And, so, in a flash, the last issue of the year is rolling off the presses. Every year, the popcorn-movie analogy comes to me in December. Living through a year is almost like sitting down to watch a movie with a tub of popcorn. (Popcorn prices in multiplexes are frightful, I say.) You munch your way through the movie. Then, suddenly, your fingers scrabble against bare cardboard. You stare into the tub; a few unpopped kernels stare back. The movie is not yet over. But, the popcorn surely is. A year is like that, isn't it? January brings you hope and you set out to conquer the world. When December knocks on your door you realise that you have not even conquered your demons, let alone conquering the world.
It is all right to live with one's demons, I guess. Recently, I read online that everyone deserts you when you are in darkness. Even your shadow disappears. But, your demons stay with you, don't they? Some of us have grown stronger for having confronted our demons. The anniversary issue of THE WEEK is all about such people. While one volume highlights 25 people who have shaped the course of India, the other features people who have gone off the beaten entrepreneurial track and hit the mother lode.
Take away the trappings—the denims, the soul patches, the tattoos and accessories—and many young startup founders resemble earlier entrepreneurs in spirit. Of course, windfalls from venture capitalists were unheard of in those days.
In fact, the cover picture of Ritesh Agarwal of OYO Rooms on a sports bicycle reminded me of my father. When he began working with Malayala Manorama, the company was nowhere close to its present size.
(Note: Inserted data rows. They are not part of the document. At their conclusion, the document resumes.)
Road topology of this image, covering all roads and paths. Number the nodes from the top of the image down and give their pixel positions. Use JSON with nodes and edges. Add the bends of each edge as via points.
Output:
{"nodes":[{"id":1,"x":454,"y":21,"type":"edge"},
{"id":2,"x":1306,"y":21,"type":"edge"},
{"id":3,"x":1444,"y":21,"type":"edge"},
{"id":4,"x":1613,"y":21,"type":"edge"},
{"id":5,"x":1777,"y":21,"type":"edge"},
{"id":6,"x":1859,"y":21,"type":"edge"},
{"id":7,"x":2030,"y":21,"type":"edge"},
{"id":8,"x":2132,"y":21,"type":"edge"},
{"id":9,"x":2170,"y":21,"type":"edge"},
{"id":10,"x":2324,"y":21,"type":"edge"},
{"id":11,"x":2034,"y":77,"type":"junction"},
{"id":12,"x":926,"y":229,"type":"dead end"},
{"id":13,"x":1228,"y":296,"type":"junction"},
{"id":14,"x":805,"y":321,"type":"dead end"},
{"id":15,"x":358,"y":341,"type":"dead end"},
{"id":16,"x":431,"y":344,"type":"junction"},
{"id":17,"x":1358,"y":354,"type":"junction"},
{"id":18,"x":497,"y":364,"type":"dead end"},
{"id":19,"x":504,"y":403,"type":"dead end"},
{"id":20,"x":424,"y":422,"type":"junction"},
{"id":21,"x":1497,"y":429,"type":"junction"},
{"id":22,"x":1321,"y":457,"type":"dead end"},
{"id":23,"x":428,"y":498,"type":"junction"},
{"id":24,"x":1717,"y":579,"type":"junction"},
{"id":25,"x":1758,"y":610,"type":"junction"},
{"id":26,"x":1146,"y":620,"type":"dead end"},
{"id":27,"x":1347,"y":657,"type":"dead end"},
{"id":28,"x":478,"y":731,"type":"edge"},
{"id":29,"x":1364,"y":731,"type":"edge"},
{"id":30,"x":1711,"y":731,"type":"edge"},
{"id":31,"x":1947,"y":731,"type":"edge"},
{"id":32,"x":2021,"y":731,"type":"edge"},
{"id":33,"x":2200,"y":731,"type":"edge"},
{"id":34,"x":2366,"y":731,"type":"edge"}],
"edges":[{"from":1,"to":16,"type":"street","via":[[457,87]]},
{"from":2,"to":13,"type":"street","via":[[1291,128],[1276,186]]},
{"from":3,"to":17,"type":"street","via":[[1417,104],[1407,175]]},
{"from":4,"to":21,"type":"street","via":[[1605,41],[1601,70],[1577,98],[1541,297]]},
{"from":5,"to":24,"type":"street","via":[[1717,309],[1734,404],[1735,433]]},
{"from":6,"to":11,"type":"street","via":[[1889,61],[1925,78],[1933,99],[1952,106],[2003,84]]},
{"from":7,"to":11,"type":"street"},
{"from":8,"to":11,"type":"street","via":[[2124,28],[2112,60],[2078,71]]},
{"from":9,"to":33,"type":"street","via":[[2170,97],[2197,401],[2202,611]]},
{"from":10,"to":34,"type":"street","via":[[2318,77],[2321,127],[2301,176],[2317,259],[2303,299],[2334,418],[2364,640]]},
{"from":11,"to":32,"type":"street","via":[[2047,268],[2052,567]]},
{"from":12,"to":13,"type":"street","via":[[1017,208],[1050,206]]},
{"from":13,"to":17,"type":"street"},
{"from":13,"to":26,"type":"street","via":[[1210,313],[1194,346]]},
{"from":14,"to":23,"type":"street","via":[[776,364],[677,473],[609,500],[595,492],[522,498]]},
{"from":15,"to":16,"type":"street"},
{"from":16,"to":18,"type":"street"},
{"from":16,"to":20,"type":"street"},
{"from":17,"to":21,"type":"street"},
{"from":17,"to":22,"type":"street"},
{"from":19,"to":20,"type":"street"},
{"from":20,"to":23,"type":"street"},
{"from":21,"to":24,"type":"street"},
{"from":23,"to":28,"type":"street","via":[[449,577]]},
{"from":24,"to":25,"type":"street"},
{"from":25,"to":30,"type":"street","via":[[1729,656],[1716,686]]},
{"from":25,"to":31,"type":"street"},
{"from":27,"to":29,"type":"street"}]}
The official vehicle was a bicycle. It was used both by the editor and the staff. Every day, my father cycled home for his lunch and siesta. If someone in the office wanted the cycle before he returned, an attendant would run home to fetch the cycle. Sometimes the cycle would be back home in time for my father's return to office. If not, he would walk back. Of course, Agarwal's cycle could be the cheapest set of wheels he owns. Just that it triggered memories for me.
One of our smaller packages is about how liberalisation and education changed the fortunes of many Indian families. In fact, these two factors have had a significant impact on the media industry, too. An educated population looks beyond its rozi roti, and starts spending on information. I do hope that the individuals in our story will instil hope and courage in our readers.
As you go into the new year, my wish for you is this: may you be blessed with smiles, friends and peace. May there be hands to wipe away your tears, and hearts that share your joys. 2016 is a leap year. So, 366 days. Who knows what those days hold for us! You can count the number of seeds in an apple, but you can never count the number of apples in a seed.